## Work to complete:
Report the count of lines in the records that contain "arct", without any added text.

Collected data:
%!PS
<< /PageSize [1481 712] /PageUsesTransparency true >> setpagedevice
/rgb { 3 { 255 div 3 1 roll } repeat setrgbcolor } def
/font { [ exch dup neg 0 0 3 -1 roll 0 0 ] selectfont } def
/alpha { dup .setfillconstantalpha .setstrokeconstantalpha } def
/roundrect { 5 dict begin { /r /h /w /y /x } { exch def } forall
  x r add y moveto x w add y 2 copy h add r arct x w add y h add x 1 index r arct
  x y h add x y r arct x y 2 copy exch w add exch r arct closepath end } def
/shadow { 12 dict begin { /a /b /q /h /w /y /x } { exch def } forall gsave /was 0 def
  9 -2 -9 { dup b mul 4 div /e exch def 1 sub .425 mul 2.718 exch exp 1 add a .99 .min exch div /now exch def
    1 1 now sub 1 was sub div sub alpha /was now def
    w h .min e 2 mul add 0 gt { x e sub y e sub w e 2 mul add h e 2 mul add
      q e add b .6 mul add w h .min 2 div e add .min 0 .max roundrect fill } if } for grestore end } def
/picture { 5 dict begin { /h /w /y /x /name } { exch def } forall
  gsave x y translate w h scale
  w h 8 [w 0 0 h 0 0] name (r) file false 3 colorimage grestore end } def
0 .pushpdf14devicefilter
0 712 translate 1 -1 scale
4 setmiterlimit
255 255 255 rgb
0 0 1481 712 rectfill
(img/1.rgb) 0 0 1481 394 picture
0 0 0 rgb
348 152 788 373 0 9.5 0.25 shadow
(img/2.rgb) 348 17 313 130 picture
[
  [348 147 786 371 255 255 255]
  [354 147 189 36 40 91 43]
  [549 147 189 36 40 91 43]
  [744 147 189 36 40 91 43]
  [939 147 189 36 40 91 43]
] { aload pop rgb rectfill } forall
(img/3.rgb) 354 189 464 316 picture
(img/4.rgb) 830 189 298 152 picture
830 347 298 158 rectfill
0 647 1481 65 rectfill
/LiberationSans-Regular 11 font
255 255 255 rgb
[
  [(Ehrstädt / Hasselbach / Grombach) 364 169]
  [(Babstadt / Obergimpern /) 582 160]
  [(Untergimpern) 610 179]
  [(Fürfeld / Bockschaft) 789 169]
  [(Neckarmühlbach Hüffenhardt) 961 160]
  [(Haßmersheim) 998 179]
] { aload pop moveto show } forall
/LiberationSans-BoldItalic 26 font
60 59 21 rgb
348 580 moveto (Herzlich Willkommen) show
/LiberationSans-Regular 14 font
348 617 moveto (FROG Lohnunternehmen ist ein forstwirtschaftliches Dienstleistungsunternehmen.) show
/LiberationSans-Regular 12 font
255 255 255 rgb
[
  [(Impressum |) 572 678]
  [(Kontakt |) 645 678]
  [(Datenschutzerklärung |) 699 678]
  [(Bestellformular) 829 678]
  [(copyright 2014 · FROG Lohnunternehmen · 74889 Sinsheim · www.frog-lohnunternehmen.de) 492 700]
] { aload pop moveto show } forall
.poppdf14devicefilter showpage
==
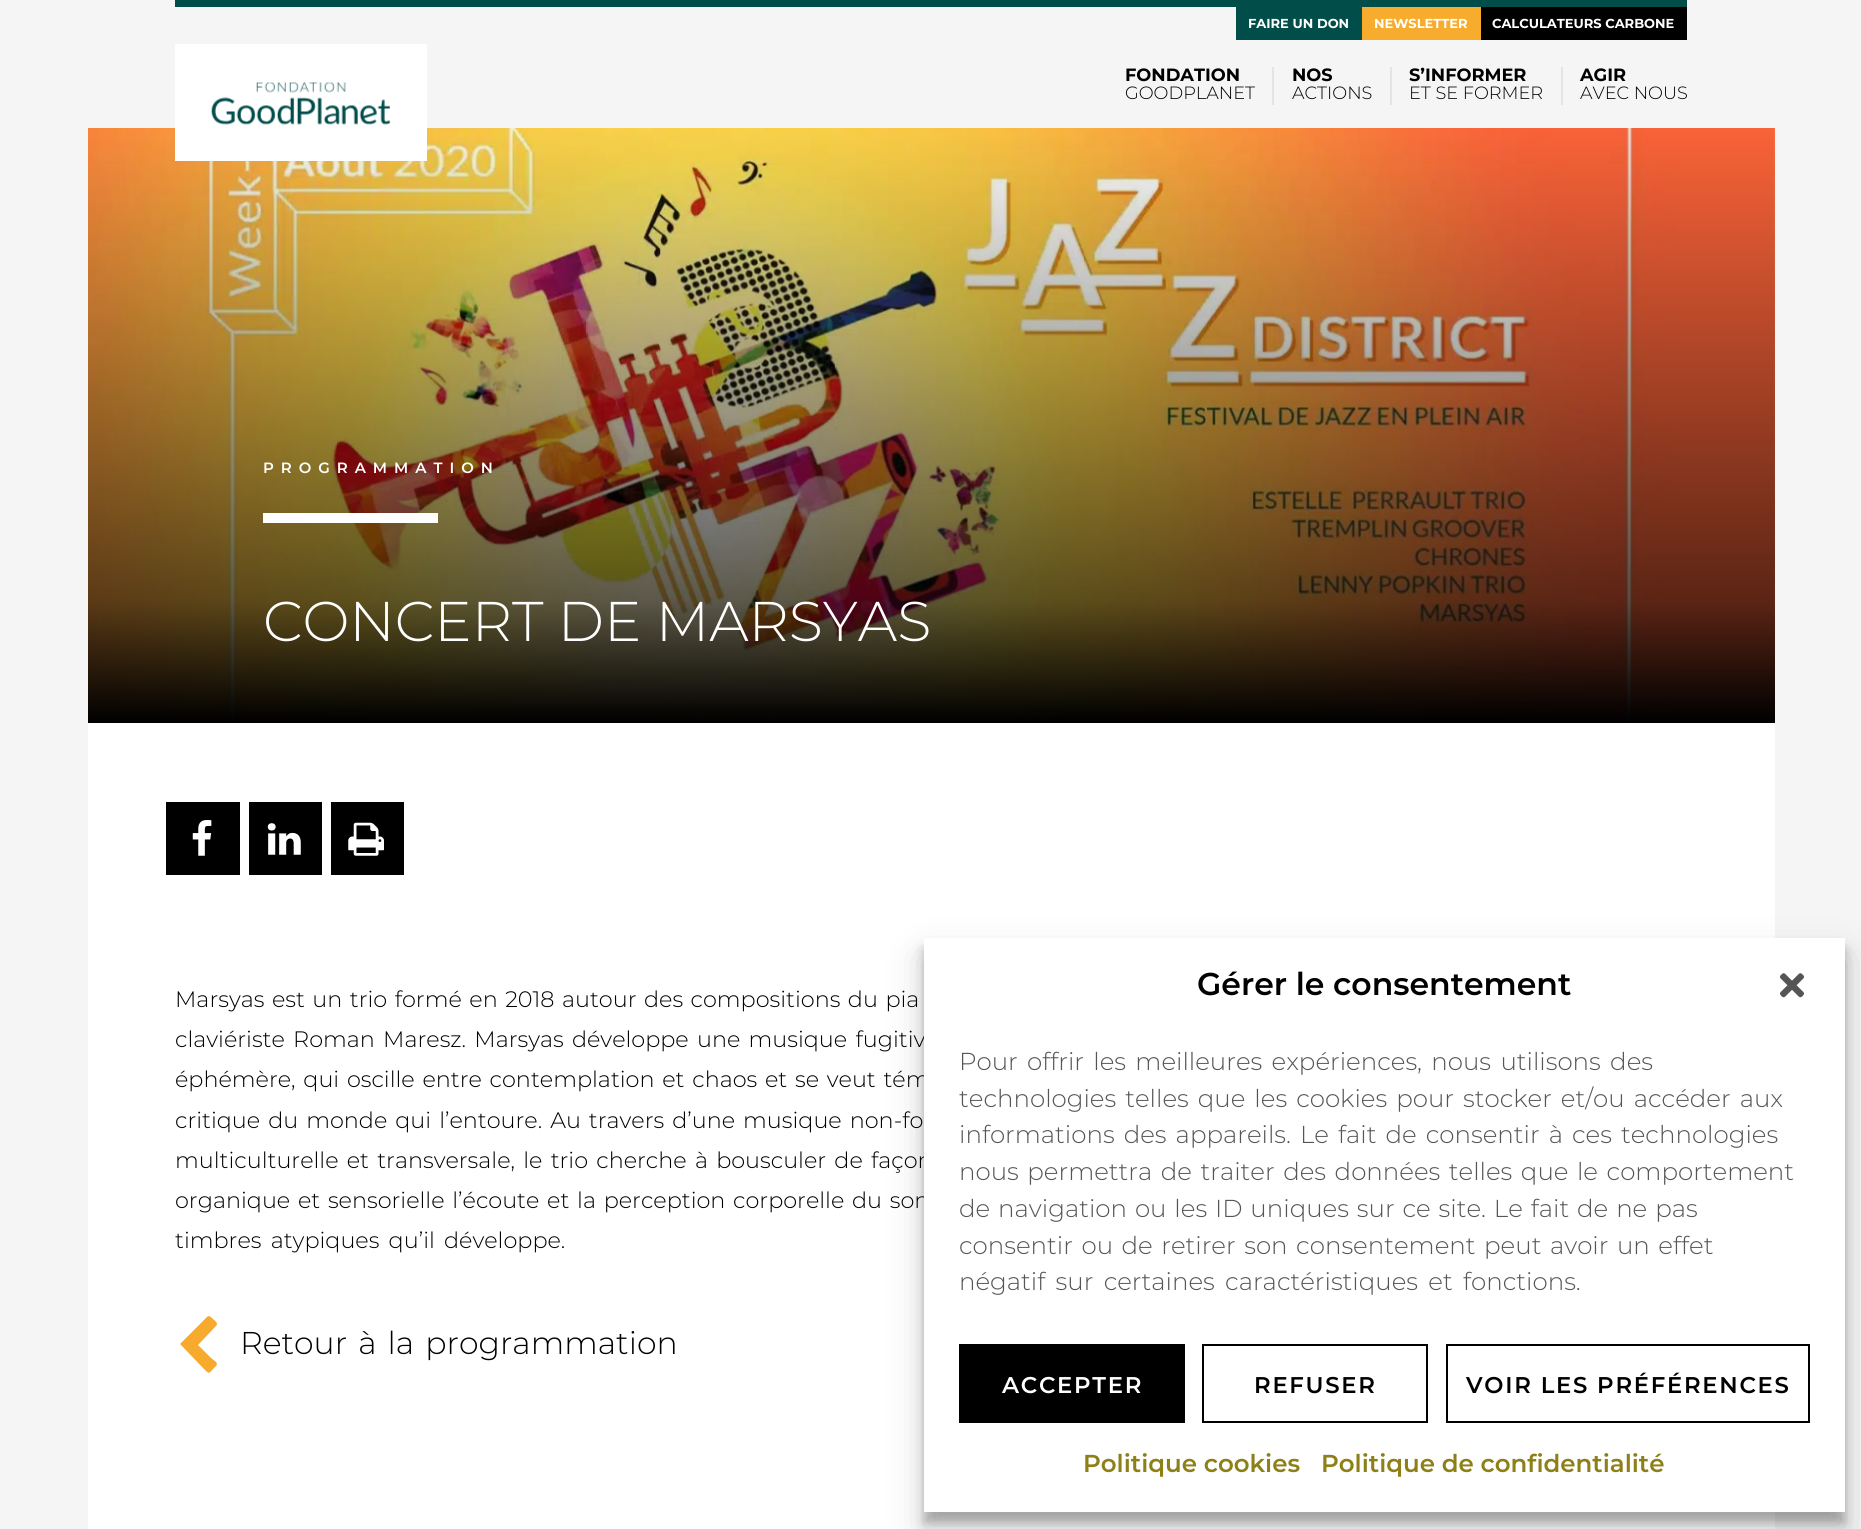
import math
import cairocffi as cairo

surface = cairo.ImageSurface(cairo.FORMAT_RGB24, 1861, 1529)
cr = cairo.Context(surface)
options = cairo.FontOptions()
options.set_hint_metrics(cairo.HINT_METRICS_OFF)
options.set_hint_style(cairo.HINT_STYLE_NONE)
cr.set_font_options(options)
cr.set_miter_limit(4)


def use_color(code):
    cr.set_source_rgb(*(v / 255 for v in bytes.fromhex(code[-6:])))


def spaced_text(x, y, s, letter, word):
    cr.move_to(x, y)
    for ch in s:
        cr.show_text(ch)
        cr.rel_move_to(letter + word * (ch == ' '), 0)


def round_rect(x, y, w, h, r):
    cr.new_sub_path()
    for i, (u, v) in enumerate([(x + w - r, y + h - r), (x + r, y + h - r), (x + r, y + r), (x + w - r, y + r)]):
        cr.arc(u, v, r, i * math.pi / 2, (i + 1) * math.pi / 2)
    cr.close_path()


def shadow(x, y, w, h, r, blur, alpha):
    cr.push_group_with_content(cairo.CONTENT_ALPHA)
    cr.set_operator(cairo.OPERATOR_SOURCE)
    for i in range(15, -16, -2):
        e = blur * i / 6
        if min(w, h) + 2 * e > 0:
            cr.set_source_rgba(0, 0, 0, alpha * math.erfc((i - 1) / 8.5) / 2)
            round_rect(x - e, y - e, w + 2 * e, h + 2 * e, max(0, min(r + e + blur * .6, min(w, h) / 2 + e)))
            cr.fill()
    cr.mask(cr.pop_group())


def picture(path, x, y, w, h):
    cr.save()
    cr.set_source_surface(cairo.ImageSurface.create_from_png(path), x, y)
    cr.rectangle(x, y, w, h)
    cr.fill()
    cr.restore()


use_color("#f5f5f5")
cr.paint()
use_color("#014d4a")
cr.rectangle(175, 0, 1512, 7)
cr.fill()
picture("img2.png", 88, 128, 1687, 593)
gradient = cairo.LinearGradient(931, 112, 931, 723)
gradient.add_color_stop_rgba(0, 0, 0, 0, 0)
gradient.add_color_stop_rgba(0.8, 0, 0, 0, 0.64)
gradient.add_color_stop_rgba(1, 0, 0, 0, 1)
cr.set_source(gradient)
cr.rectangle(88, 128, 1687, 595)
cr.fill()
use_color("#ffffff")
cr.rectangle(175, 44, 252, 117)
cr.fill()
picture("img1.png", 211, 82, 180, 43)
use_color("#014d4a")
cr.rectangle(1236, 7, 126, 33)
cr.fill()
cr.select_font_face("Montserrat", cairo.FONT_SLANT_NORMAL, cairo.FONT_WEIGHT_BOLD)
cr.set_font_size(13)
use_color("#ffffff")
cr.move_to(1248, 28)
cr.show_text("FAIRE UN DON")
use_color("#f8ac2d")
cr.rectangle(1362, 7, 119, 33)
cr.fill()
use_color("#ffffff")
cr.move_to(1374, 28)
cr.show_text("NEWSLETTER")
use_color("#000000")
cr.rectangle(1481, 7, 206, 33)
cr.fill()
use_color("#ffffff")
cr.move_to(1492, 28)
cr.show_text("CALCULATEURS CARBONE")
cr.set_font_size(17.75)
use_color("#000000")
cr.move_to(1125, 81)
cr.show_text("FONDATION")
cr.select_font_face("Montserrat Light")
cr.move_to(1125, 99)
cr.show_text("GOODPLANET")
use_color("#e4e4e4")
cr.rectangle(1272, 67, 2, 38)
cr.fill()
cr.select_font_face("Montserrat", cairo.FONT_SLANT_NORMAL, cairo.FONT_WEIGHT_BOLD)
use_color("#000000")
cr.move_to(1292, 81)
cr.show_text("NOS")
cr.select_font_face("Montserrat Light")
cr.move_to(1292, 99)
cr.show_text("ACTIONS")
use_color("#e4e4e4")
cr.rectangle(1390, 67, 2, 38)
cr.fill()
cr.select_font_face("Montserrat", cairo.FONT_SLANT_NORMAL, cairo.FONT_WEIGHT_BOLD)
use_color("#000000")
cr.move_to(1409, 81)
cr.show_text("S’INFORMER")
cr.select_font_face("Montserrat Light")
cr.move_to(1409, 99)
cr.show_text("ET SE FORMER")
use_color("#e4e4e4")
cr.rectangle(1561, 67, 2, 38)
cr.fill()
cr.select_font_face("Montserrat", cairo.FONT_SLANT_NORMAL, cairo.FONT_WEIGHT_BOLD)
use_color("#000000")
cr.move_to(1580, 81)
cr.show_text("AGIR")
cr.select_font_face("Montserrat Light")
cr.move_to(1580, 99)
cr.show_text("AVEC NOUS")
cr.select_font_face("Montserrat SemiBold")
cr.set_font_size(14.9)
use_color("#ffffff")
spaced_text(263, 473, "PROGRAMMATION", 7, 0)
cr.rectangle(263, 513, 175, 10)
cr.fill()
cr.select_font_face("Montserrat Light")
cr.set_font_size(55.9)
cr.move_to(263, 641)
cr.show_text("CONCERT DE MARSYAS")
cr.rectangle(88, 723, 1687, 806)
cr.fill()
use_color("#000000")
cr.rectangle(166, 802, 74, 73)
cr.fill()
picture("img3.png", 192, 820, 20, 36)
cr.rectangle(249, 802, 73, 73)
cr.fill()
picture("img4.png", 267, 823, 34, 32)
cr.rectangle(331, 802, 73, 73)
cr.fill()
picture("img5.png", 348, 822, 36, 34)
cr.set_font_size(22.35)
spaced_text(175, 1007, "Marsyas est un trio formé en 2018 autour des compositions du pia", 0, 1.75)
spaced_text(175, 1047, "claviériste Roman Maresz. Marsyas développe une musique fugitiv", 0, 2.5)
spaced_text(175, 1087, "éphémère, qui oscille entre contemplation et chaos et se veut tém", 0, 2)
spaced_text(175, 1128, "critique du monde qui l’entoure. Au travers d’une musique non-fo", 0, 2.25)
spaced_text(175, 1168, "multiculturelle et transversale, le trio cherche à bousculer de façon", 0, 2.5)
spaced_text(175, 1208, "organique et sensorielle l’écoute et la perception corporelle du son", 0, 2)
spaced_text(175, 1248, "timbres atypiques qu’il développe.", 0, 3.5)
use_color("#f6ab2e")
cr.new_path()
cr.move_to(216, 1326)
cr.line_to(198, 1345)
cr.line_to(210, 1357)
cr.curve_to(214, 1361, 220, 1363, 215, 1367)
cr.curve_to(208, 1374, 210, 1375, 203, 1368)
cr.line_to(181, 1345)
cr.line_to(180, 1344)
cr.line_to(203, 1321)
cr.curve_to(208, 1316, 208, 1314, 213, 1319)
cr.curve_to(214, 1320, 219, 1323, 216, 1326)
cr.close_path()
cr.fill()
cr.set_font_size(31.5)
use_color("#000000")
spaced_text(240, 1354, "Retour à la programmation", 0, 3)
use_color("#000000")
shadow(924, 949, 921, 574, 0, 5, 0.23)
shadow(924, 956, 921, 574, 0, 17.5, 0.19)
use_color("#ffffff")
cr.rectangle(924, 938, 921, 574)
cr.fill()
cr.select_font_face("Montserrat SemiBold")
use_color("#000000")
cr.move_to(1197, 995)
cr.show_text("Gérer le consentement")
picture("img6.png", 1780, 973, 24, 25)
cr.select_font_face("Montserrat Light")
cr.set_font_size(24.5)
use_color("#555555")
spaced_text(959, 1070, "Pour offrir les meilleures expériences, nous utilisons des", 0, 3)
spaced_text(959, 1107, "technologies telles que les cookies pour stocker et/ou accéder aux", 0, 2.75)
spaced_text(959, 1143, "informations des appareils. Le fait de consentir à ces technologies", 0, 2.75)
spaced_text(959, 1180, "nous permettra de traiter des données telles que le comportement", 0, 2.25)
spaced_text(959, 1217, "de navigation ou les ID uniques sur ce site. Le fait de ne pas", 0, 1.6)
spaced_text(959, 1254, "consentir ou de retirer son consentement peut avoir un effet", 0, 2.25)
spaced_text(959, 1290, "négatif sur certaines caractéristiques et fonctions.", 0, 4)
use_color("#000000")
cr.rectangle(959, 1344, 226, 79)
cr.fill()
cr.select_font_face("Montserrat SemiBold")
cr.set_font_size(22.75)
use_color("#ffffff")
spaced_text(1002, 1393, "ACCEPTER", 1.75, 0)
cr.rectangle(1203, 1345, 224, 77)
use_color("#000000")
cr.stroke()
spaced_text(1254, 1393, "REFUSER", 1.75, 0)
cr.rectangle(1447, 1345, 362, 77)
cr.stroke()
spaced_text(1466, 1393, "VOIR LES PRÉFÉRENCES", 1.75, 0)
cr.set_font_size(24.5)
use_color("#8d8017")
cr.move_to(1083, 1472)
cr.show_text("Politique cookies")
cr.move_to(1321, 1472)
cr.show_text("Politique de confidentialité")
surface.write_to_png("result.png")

## Response area:
2